Ultimately, very little was gained from the move into the F-fund. I’ll
chalk the last couple of weeks off to risk management, after all, it could
have been worse. While I am disappointed that I did not catch Friday’s
rally, I did move into the S-fund Friday and am now poised to catch what is
left of this rally. This move deviated from the decision tree in two ways.

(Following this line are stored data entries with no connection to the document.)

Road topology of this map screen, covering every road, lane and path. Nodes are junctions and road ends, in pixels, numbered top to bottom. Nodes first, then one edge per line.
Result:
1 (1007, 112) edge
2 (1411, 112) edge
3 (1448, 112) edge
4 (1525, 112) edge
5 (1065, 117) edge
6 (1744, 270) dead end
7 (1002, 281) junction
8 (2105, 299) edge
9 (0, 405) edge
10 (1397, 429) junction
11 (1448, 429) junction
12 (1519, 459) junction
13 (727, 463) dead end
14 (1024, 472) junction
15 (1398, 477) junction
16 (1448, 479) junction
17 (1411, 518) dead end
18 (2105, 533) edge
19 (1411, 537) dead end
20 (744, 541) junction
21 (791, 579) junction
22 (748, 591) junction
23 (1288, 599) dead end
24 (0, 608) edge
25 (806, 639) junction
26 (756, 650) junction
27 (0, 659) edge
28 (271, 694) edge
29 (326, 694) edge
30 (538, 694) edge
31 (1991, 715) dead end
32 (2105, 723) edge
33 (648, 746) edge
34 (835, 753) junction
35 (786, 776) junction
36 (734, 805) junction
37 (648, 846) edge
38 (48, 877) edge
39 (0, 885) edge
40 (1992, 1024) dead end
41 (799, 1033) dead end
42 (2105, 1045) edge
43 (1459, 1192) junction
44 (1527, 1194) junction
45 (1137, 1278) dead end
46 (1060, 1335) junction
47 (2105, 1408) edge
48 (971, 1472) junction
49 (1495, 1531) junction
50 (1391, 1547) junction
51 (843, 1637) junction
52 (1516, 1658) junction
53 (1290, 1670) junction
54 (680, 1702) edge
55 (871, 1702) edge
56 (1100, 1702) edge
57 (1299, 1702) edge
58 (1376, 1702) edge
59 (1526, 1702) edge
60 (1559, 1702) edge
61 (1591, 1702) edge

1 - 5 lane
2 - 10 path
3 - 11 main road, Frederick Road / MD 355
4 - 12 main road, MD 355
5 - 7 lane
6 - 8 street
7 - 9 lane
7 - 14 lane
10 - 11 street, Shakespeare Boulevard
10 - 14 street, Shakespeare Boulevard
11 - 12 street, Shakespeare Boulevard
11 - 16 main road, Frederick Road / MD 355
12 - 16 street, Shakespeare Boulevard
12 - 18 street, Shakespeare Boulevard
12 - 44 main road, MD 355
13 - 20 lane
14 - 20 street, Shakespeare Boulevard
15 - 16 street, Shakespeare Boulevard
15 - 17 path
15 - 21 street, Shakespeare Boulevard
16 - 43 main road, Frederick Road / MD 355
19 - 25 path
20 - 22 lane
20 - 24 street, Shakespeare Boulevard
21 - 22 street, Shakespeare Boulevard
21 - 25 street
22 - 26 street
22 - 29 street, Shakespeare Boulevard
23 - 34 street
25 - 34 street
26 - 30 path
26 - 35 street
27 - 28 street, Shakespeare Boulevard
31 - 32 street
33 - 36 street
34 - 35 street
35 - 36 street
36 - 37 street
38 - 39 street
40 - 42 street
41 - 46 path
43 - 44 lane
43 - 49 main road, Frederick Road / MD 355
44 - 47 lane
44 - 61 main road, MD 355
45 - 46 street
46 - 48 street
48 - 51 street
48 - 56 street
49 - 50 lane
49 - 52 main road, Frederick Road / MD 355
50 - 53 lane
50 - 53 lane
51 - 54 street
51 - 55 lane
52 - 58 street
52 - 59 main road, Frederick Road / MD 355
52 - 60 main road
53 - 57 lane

First, the SPX never made it to the bottom of the five year channel,
triggering the support move there. Second, I moved into the S-fund instead
of the C-fund. Both of these deviations occurred because of the same
reason. Several major indexes moved to the bottom of their multi year
channels igniting an oversold rally. This includes the DWCP (Wilshire
4500).
Since
we are now into the light volume holidays anything can happen and it can
happen quickly. The indicators had been flattening for a couple of days
prior to Friday, but now they have turned firmly bullish. Last week I
mentioned the head shoulder’s patterns that formed in 1999. Similarly, we
broke out of the head and shoulder’s pattern this time and we now appear to
have a pennant forming. This pennant pattern typically moves to the point
and can break either way. At this stage of the game, I believe the only
smart thing is to ride the indicators. Therefore, I’m skipping a decision
tree, because I only see one move – ride this rally until a top forms.